[Opening Source data section]
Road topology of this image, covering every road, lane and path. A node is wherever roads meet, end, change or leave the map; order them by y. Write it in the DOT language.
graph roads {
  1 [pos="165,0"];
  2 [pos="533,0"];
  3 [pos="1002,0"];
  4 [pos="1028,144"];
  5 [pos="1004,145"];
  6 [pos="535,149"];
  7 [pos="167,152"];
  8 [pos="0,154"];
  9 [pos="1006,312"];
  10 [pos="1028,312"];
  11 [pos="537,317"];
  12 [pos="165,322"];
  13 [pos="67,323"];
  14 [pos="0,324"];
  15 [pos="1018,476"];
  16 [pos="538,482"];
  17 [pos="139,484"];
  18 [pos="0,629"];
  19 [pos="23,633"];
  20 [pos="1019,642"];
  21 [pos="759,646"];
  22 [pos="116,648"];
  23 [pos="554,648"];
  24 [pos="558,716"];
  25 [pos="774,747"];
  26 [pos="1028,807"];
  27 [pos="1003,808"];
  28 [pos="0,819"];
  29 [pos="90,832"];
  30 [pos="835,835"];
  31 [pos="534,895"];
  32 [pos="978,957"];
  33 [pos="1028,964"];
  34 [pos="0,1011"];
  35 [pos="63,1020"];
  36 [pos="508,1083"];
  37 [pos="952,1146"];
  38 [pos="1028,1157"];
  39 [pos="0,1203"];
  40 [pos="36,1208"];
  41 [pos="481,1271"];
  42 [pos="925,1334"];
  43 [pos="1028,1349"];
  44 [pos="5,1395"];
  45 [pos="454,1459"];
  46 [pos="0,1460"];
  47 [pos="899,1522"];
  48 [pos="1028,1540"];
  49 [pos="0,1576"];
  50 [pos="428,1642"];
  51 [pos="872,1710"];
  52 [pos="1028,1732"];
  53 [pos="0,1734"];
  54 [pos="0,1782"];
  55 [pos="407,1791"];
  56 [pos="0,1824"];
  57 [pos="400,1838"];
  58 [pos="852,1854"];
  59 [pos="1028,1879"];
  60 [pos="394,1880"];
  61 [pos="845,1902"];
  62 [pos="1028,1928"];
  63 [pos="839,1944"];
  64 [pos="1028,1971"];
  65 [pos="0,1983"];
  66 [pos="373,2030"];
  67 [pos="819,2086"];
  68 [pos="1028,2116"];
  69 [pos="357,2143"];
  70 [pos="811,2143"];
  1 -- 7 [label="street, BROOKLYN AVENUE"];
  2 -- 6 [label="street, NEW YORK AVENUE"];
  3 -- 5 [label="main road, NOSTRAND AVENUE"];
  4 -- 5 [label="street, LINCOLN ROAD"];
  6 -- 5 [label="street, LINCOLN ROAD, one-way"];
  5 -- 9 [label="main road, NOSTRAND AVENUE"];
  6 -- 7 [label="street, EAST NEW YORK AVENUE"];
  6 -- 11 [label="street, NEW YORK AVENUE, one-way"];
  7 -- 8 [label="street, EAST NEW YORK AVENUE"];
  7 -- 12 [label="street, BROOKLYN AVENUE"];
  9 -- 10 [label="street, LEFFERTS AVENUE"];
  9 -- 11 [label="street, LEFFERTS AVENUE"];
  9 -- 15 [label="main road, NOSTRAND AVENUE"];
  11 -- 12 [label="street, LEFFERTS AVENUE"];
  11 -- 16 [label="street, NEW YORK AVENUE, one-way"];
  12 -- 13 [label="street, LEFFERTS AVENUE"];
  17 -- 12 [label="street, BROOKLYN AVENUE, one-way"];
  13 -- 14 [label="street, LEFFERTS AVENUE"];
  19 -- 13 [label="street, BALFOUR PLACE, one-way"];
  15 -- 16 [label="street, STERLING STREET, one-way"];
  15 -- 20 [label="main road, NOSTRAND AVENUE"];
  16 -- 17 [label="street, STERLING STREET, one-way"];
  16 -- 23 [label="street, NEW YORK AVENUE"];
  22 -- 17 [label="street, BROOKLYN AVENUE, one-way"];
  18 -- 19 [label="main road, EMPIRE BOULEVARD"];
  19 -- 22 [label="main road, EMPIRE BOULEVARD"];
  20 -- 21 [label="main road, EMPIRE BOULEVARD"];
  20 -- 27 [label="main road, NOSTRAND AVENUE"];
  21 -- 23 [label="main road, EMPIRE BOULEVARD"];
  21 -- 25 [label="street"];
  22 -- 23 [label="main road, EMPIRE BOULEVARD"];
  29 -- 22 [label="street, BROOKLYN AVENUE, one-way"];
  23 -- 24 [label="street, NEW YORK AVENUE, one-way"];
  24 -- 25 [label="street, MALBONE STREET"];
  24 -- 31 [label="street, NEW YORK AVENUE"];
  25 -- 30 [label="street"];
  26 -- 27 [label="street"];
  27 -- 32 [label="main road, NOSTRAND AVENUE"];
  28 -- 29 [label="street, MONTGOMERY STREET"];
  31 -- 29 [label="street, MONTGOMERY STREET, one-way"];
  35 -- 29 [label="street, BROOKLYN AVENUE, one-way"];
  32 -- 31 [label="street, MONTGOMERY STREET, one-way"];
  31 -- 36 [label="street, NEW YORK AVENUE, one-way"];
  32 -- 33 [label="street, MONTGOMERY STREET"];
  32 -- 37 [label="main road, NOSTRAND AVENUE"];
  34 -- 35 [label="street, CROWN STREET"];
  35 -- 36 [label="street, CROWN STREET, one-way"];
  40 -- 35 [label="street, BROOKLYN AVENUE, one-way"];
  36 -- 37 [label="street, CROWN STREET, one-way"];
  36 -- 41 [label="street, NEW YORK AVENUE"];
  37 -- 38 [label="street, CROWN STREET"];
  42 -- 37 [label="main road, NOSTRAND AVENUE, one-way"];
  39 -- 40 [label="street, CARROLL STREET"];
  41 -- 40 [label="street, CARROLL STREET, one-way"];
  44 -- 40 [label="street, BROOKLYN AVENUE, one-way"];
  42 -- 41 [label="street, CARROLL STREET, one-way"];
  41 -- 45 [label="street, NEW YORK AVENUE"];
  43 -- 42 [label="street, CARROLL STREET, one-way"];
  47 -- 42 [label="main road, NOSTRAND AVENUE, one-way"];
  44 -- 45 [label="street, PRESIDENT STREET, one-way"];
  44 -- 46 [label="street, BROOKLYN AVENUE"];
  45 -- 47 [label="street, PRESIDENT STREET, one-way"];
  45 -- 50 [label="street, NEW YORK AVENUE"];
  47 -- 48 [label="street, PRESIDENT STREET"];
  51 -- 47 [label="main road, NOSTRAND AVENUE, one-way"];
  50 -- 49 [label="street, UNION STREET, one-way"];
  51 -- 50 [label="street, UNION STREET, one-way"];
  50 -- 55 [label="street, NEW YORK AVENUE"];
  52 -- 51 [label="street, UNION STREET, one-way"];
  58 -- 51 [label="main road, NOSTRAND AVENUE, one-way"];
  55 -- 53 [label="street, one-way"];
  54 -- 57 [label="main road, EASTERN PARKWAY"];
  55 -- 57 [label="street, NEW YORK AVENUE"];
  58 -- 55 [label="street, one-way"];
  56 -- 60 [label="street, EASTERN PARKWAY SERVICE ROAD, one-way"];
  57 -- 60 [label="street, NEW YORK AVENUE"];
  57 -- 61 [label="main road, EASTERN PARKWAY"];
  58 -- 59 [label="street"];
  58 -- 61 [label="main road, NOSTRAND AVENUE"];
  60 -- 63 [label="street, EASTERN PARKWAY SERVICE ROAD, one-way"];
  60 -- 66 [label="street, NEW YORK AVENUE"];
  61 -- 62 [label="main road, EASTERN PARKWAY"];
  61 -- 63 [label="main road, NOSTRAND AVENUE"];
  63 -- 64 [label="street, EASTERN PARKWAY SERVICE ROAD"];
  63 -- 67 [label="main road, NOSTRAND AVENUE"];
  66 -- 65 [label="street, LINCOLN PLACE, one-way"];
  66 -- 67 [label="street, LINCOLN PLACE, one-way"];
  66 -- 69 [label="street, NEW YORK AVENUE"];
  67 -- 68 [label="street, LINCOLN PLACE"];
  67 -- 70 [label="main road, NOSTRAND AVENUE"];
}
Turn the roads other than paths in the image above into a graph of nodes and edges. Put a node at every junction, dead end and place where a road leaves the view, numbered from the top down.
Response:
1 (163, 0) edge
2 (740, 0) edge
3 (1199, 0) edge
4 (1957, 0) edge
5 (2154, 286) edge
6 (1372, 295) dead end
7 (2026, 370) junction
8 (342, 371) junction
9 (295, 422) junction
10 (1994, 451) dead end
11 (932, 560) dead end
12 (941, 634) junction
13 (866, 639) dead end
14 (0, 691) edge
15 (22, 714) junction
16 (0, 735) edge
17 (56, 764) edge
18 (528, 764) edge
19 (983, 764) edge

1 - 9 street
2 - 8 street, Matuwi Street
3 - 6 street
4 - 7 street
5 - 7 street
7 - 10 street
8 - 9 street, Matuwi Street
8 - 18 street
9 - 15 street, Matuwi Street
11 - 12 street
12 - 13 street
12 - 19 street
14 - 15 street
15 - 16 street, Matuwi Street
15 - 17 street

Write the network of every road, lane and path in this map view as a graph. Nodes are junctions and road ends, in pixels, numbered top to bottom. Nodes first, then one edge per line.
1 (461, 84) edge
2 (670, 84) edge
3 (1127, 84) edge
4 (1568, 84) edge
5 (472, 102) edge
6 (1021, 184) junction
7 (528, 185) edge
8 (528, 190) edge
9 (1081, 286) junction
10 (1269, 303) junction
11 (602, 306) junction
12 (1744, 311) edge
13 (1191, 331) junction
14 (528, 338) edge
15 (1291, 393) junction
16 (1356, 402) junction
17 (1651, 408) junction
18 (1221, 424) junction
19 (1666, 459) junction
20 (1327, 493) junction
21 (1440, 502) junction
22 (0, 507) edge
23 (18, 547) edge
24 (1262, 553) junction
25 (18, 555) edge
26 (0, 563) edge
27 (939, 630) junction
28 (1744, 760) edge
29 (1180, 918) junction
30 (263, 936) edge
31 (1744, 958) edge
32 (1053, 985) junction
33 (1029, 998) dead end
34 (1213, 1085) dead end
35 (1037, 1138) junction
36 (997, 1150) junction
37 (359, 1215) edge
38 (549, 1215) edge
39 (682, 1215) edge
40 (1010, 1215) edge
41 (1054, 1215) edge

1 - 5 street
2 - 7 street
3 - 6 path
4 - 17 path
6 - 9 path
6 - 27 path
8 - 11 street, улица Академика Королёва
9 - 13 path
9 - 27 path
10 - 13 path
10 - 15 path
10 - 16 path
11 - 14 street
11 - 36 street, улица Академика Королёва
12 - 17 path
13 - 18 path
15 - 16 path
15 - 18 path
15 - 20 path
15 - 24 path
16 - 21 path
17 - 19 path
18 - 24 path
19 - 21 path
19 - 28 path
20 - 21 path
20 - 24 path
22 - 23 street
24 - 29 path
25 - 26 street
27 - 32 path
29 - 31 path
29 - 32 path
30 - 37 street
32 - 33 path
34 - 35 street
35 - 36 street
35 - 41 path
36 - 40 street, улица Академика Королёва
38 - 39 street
[Closing Source data section]
Each line of the data that holds the word "Академика" should be copied.

▶ **Answer for this exercise**
8 - 11 street, улица Академика Королёва
11 - 36 street, улица Академика Королёва
36 - 40 street, улица Академика Королёва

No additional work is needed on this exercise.